With property prices already at eye-watering levels, an increasing number of investors have started to turn their interest towards individual car parking spaces where key demand drivers have been growing at a rapid rate — motorcycles and private car registrations have grown at a CAGR of 4.1 per cent since 2011 (Figure 1).

Figure 1. Hong Kong Vehicle Registrations

Picture1_10Oct2017*As at end of August
Source: Transport Department

The rush into the asset class has seen the average price of parking spaces in residential developments surge by 30 per cent through the first eight months of this year.

But are parking spaces really a good investment?
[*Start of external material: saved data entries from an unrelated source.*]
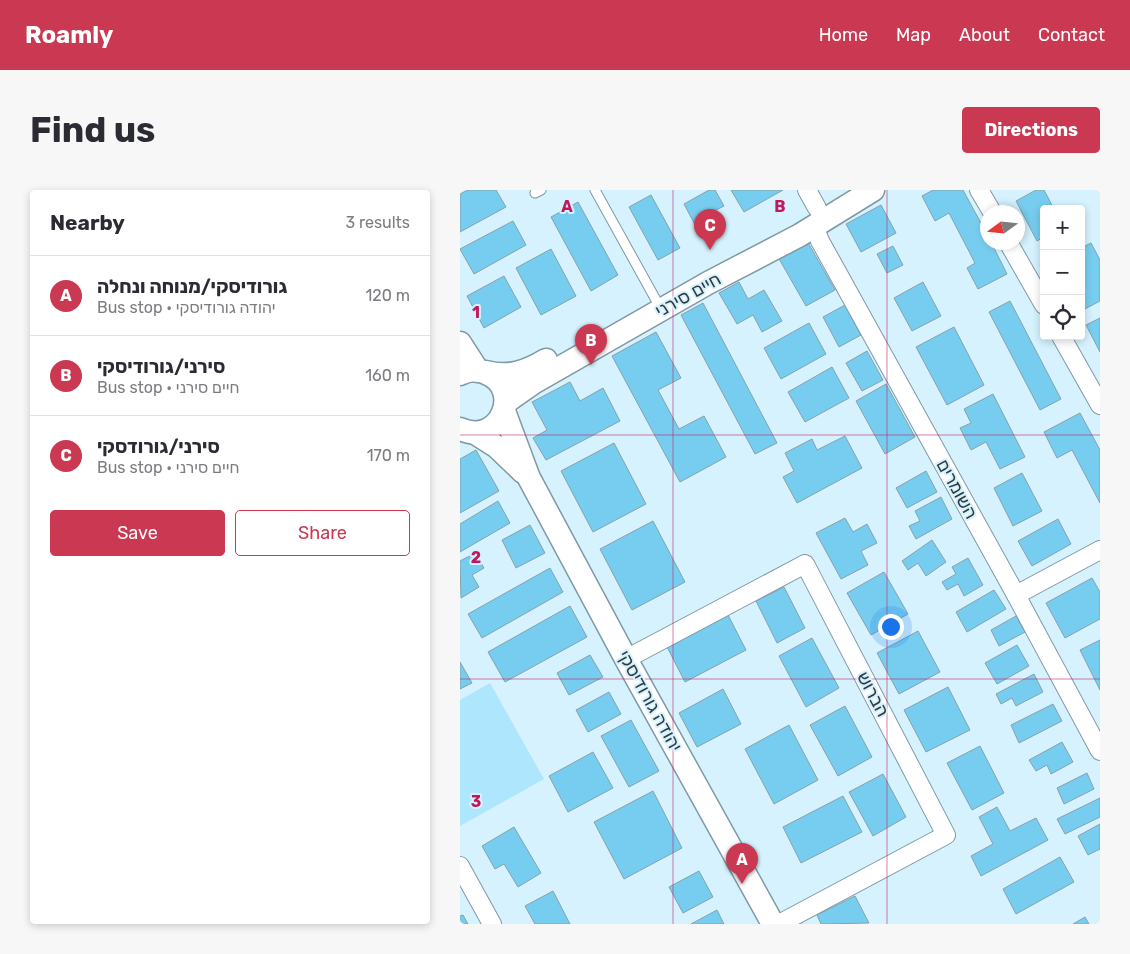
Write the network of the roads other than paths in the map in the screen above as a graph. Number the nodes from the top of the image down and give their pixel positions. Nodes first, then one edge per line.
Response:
1 (594, 190) edge
2 (849, 190) edge
3 (873, 190) edge
4 (979, 190) edge
5 (988, 205) edge
6 (813, 208) edge
7 (1013, 250) edge
8 (1040, 298) edge
9 (656, 300) junction
10 (1063, 340) edge
11 (460, 343) edge
12 (474, 372) edge
13 (1100, 405) edge
14 (505, 407) junction
15 (465, 432) edge
16 (529, 478) junction
17 (1100, 550) edge
18 (1016, 595) junction
19 (626, 659) junction
20 (1100, 752) edge
21 (460, 866) edge
22 (492, 924) edge
23 (773, 924) edge
24 (779, 924) edge

1 - 9 lane
2 - 6 street, חיים סירני
3 - 6 street, חיים סירני
4 - 5 street
6 - 9 street, חיים סירני
6 - 14 street, חיים סירני
6 - 18 street, השומרים
7 - 8 street
9 - 12 street, חיים סירני
10 - 13 street
11 - 12 street
12 - 14 street, יהודה גורודיסקי
14 - 15 street, חיים סירני
14 - 16 street, יהודה גורודיסקי
15 - 16 street, יהודה גורודיסקי
16 - 19 street, יהודה גורודיסקי
17 - 18 street
18 - 20 street, השומרים
19 - 23 street, יהודה גורודיסקי
19 - 24 street, הברוש
21 - 22 street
Firstly, let us define what we mean by ‘good’. In my books, this should be an investment that both rises in value over time and enjoys positive carry — where the monthly incoming cash flow is greater than loan repayments and other costs associated with holding the property.

At present, the amount you can borrow from a bank to invest in a parking space in Hong Kong is capped at 40 per cent of the property value. With parking spaces currently transacting at an average of about HKD 1.8 million (USD 230,640), an investor borrowing the maximum amount allowed would be subject to loan repayments of HKD 5,147 per month (USD 660 per month), assuming an annual interest rate of 3.5 per cent and loan tenure of 15 years.

If we set the loan repayment amount being equal to rental income, this would imply that the investment needs to achieve a NOI yield of 3.4 per cent to be in a state of positive carry. Yet, most parking spaces are currently transacting at NOI yields of 2.5 per cent or lower, implying that an investor in the aforementioned situation would be on the hook to contribute a further HKD 1,397 (USD 179) per month just to meet the monthly loan repayments. This shortfall increases further once management fees (usually about 10 percent of monthly rental income) and property taxes are considered.

The spread between the incoming and outgoing cash flows could be narrowed by taking a longer loan tenure or securing a more competitive borrowing rate, but the amount of leeway banks will provide is very much dependent on the individual borrower.

So, do car parking spaces make for a good investment? In terms of achieving positive carry, the answer appears to be no. But then again, given the well-documented supply demand imbalances in the market, prices still look well supported with room for growth. As such, they may still appeal to those with deep pockets.